## Prompt
Each line of the data below from the one holding "const poly = rows" to the one holding "function strokePath(path, color, width, dash)", inclusive, is to be reproduced exactly; no other line belongs in the answer.

## Task input
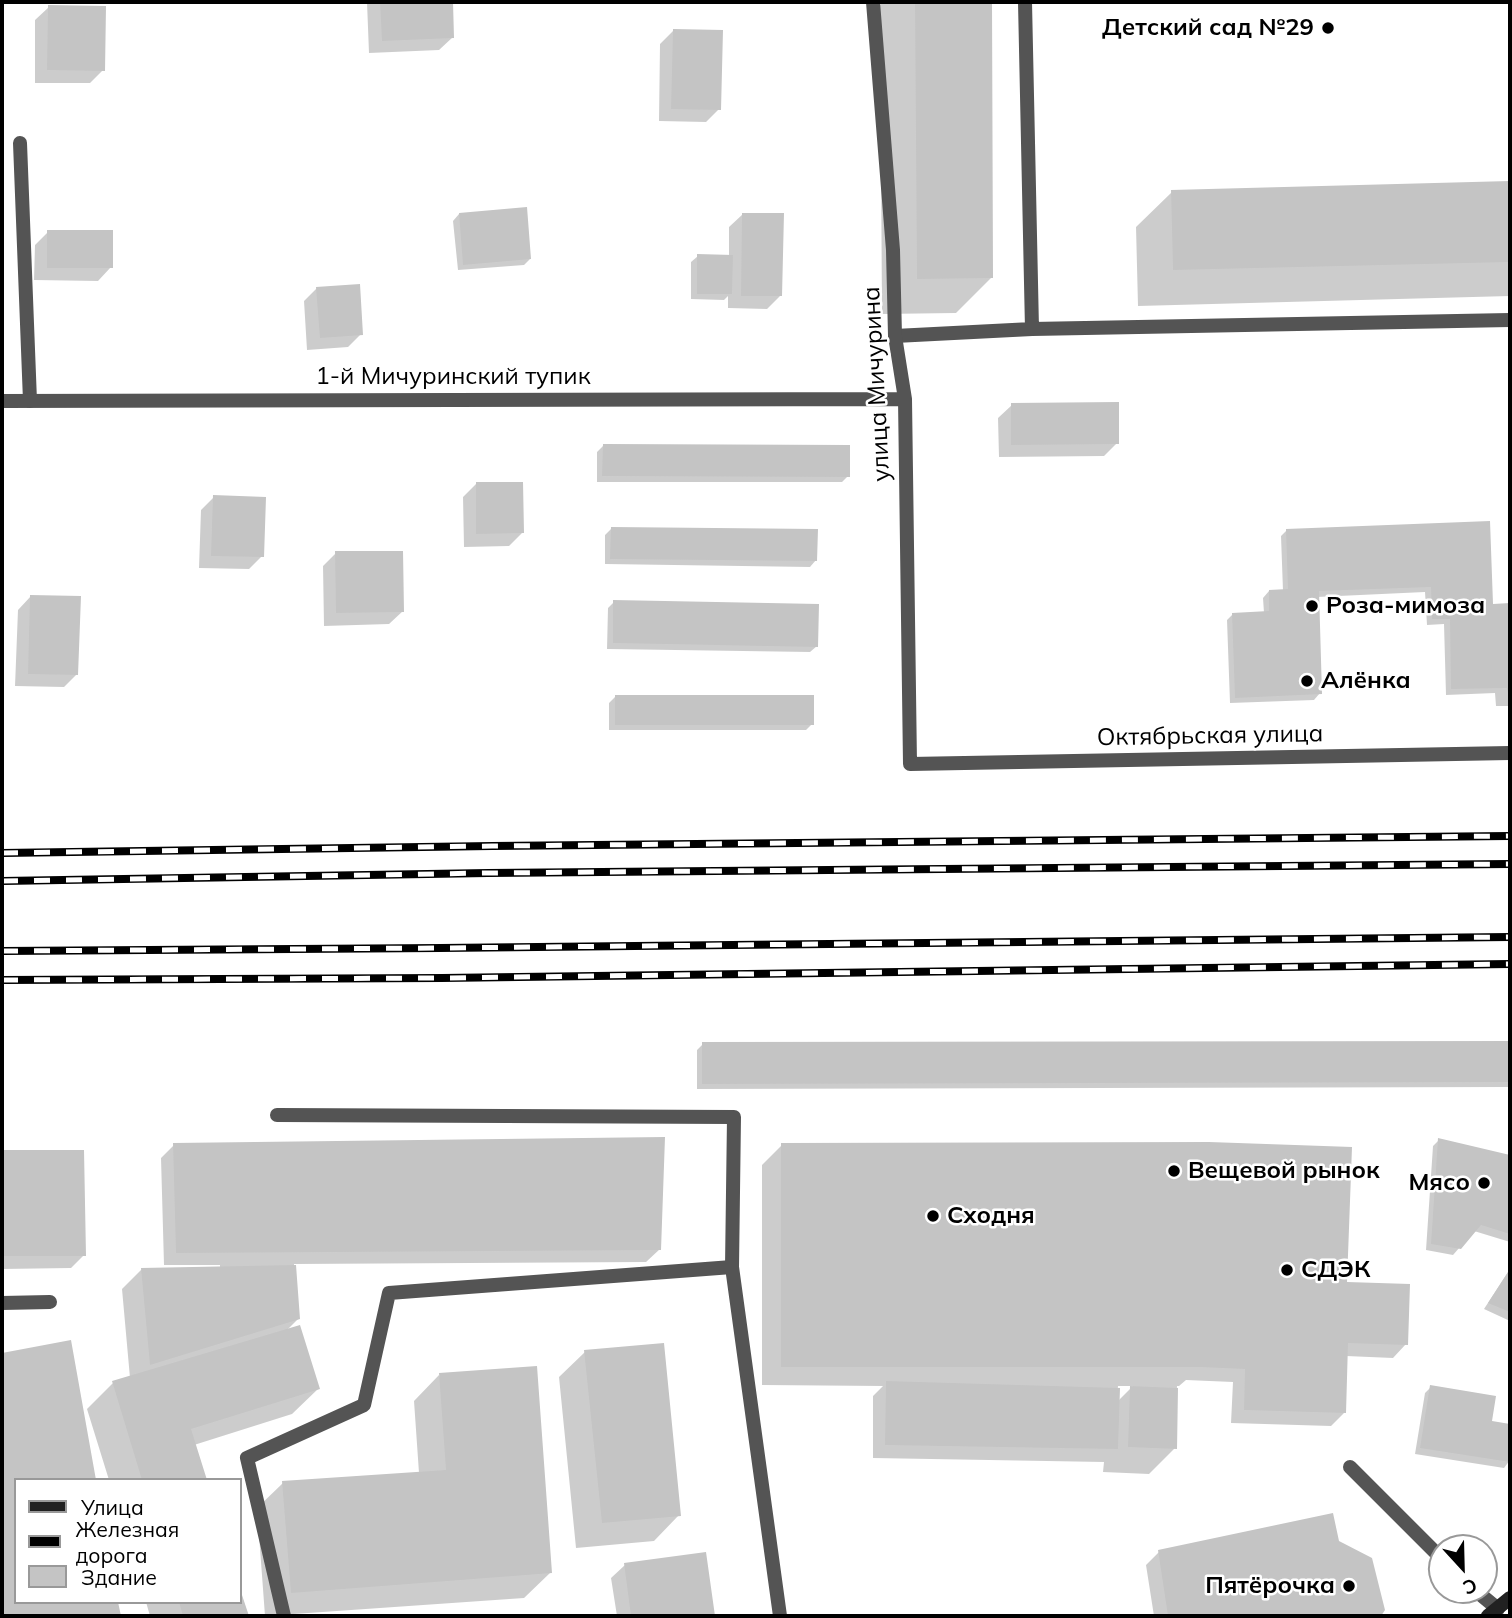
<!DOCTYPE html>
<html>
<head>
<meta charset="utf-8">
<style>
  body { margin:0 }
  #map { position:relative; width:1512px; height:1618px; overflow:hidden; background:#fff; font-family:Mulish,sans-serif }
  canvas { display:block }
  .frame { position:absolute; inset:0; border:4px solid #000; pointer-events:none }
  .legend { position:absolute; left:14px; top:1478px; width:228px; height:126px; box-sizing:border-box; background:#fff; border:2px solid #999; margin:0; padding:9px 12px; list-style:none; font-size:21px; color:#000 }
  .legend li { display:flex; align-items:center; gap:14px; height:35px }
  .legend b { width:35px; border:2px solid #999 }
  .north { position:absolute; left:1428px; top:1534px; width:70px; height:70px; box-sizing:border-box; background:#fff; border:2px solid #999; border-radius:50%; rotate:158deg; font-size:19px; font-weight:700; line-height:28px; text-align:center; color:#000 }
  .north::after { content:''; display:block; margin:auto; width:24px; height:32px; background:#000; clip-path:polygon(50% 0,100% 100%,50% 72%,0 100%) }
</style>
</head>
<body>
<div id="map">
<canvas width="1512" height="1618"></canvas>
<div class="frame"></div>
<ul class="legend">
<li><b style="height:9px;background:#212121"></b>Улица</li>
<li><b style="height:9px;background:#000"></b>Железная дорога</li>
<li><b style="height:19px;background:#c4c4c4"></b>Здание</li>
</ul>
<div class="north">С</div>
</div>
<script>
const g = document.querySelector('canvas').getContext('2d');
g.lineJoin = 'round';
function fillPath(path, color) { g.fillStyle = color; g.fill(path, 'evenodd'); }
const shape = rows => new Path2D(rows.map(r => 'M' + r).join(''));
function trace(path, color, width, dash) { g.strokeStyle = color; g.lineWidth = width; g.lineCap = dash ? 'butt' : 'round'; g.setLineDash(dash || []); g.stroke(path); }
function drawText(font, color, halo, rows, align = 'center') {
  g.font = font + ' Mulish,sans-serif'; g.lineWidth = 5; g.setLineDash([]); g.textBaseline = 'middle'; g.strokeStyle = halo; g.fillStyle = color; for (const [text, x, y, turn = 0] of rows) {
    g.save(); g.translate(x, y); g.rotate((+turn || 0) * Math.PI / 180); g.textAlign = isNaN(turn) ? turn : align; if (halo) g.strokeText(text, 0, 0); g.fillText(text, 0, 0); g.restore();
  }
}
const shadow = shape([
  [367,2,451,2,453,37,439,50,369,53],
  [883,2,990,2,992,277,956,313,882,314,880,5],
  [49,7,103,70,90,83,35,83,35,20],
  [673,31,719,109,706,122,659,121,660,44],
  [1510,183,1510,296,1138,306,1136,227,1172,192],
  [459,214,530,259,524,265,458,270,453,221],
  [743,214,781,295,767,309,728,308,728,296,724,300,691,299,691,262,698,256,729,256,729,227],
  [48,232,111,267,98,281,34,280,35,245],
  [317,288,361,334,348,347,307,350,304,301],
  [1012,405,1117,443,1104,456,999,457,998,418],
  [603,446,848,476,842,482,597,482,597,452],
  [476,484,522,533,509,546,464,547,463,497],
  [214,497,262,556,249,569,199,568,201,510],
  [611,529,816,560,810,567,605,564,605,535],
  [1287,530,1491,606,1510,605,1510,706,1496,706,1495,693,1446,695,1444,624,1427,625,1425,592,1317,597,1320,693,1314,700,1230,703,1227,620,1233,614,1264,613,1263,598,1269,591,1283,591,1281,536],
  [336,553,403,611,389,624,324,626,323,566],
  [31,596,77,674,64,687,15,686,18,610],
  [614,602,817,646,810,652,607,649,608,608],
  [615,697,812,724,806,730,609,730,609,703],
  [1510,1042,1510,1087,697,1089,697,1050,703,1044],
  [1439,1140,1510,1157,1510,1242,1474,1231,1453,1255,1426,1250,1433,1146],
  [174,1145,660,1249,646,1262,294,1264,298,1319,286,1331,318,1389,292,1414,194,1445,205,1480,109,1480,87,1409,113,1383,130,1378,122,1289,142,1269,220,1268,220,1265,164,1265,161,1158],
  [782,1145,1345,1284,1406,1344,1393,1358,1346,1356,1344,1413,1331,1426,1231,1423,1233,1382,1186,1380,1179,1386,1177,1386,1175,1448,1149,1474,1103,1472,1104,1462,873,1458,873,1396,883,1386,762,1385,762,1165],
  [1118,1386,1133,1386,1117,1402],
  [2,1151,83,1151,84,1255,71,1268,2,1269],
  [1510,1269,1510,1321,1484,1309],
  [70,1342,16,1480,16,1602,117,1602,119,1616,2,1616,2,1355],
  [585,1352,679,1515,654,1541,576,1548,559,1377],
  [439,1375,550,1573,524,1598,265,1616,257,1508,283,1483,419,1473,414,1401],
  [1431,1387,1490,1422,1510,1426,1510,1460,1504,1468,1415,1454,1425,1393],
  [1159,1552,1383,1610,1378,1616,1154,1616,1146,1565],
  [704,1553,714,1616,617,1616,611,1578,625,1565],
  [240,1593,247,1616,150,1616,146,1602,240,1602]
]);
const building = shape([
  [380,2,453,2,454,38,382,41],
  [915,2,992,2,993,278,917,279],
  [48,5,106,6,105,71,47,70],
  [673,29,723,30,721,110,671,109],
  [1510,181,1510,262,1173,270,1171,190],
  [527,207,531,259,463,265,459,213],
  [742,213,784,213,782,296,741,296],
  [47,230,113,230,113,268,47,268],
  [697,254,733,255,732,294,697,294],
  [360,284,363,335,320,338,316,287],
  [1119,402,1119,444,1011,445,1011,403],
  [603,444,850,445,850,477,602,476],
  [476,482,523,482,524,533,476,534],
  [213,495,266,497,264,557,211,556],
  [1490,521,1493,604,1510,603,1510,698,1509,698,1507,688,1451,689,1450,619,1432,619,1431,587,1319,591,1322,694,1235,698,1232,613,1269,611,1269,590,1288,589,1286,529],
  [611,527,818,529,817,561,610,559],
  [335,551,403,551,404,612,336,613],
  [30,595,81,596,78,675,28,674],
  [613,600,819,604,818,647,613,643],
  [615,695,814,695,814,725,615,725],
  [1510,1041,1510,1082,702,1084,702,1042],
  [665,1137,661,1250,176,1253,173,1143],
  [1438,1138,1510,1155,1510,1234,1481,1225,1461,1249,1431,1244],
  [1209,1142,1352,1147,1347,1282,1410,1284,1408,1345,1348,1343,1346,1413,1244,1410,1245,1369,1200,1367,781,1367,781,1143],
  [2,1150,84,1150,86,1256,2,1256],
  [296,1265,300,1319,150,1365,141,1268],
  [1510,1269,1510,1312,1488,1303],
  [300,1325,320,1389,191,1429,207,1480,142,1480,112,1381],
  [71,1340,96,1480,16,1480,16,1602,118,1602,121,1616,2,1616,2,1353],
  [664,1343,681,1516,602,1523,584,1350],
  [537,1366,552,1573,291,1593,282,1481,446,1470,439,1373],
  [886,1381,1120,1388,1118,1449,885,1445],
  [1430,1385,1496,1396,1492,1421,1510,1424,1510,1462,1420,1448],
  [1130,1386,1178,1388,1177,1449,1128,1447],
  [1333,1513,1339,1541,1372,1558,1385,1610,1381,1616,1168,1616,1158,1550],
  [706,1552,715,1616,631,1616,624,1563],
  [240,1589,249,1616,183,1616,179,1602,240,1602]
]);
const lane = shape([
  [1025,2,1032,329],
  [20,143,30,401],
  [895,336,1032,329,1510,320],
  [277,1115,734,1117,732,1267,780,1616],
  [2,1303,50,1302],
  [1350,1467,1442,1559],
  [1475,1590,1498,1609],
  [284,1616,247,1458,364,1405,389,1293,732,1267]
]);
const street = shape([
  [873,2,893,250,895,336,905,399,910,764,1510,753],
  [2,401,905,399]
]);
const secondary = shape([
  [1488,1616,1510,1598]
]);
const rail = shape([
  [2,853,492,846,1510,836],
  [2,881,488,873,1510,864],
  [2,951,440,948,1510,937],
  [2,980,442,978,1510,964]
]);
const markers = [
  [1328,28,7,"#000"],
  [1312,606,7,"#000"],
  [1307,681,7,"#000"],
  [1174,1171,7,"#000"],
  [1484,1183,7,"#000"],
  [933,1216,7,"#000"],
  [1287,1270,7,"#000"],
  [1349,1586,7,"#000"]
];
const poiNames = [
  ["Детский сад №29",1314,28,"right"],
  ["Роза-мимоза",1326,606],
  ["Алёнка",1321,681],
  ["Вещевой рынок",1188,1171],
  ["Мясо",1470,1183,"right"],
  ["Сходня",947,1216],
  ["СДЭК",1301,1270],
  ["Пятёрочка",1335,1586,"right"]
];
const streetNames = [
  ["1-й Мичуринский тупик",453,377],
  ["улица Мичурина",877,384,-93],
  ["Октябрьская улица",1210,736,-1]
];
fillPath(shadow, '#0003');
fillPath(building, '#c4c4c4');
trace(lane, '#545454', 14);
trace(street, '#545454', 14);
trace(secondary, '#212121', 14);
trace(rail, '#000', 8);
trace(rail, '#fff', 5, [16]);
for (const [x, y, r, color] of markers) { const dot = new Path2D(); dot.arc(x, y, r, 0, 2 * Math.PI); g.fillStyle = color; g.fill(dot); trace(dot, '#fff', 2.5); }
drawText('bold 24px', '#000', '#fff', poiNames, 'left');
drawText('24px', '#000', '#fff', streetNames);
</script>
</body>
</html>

---

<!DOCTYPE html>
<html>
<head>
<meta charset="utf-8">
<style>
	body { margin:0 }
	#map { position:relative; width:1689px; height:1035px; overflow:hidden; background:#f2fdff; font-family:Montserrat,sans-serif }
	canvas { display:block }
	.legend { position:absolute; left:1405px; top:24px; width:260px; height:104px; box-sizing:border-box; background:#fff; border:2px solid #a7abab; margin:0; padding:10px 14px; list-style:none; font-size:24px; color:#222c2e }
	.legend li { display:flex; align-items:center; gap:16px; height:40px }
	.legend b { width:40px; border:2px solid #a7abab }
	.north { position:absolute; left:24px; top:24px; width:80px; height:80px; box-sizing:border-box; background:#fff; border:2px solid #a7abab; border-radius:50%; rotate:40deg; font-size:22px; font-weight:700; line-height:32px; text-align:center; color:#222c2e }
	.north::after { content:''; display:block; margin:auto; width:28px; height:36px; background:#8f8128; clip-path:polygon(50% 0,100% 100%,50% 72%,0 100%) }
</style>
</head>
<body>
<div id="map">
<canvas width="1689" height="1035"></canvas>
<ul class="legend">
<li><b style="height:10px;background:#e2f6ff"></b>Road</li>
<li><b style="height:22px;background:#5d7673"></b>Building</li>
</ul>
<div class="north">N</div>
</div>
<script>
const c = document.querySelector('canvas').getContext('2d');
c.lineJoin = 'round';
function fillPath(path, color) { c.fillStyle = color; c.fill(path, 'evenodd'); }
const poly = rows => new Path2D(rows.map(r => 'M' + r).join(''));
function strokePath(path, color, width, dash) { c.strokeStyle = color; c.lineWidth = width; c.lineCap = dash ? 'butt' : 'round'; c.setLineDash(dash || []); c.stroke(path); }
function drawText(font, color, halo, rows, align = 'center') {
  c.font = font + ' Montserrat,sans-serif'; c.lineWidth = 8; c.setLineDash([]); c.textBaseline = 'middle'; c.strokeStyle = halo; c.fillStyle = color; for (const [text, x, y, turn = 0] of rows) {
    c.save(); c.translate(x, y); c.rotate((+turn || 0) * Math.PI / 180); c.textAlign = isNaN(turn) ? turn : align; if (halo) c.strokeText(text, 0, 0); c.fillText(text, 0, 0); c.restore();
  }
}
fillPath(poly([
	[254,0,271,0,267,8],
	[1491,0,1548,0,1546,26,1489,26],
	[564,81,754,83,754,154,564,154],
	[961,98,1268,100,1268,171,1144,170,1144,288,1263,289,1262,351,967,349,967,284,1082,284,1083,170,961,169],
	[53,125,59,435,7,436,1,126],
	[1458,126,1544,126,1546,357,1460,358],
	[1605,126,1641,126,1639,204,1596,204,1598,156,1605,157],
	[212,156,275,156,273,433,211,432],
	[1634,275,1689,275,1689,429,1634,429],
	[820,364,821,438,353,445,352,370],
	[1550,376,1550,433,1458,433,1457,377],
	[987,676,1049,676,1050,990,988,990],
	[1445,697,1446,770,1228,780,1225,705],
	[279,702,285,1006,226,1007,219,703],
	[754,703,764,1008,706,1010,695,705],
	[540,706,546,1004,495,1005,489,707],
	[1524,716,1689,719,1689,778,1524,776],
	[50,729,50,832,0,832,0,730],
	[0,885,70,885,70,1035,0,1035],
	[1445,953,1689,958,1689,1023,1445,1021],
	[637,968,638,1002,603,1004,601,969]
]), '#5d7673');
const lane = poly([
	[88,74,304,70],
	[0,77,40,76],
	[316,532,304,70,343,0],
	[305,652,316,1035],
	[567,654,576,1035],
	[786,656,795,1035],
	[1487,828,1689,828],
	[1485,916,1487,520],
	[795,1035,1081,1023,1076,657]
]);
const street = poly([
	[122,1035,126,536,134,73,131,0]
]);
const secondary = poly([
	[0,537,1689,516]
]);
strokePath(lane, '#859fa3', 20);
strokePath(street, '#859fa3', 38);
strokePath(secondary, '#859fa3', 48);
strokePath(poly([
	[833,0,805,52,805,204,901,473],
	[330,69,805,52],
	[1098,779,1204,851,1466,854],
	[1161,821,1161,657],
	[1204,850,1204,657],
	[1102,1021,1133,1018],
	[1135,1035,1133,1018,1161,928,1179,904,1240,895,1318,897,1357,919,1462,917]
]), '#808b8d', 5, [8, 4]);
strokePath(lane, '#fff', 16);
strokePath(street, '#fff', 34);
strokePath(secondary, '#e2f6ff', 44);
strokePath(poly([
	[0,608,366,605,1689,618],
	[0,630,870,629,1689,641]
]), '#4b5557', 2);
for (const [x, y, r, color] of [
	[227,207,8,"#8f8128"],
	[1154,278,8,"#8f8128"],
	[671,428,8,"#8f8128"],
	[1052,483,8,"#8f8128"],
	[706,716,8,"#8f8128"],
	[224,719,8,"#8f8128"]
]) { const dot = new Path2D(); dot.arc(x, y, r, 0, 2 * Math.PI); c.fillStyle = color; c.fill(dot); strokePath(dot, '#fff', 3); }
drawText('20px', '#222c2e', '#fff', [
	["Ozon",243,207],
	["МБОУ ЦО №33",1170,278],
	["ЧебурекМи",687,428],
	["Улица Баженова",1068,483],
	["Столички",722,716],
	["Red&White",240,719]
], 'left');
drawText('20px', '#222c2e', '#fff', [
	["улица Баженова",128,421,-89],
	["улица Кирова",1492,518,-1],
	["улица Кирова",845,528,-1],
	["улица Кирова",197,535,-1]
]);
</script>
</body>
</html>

## Solution for this task
const poly = rows => new Path2D(rows.map(r => 'M' + r).join(''));
function strokePath(path, color, width, dash) { c.strokeStyle = color; c.lineWidth = width; c.lineCap = dash ? 'butt' : 'round'; c.setLineDash(dash || []); c.stroke(path); }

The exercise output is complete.